= Records shown =
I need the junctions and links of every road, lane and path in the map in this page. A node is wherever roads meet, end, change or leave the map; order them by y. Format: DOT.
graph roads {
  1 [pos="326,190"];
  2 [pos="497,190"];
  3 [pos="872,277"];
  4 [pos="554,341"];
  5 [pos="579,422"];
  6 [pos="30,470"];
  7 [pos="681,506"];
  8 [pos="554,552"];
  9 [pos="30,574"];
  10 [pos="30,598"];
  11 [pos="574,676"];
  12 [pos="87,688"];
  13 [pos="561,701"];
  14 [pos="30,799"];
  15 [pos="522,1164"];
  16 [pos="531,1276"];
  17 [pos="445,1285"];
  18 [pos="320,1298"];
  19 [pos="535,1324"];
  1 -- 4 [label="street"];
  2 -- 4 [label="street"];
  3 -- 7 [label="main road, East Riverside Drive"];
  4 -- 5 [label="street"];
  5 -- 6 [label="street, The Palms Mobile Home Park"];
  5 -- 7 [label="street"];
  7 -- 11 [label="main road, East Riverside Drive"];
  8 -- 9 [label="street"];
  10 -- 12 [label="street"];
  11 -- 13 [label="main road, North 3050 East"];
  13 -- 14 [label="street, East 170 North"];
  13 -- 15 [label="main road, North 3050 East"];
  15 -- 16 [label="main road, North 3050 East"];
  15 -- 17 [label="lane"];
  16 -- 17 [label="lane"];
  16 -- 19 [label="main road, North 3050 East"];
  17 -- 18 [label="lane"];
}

= Exercise aim =
Pull out each line of the entries that contains "roads".

= Expected answer =
I need the junctions and links of every road, lane and path in the map in this page. A node is wherever roads meet, end, change or leave the map; order them by y. Format: DOT.
graph roads {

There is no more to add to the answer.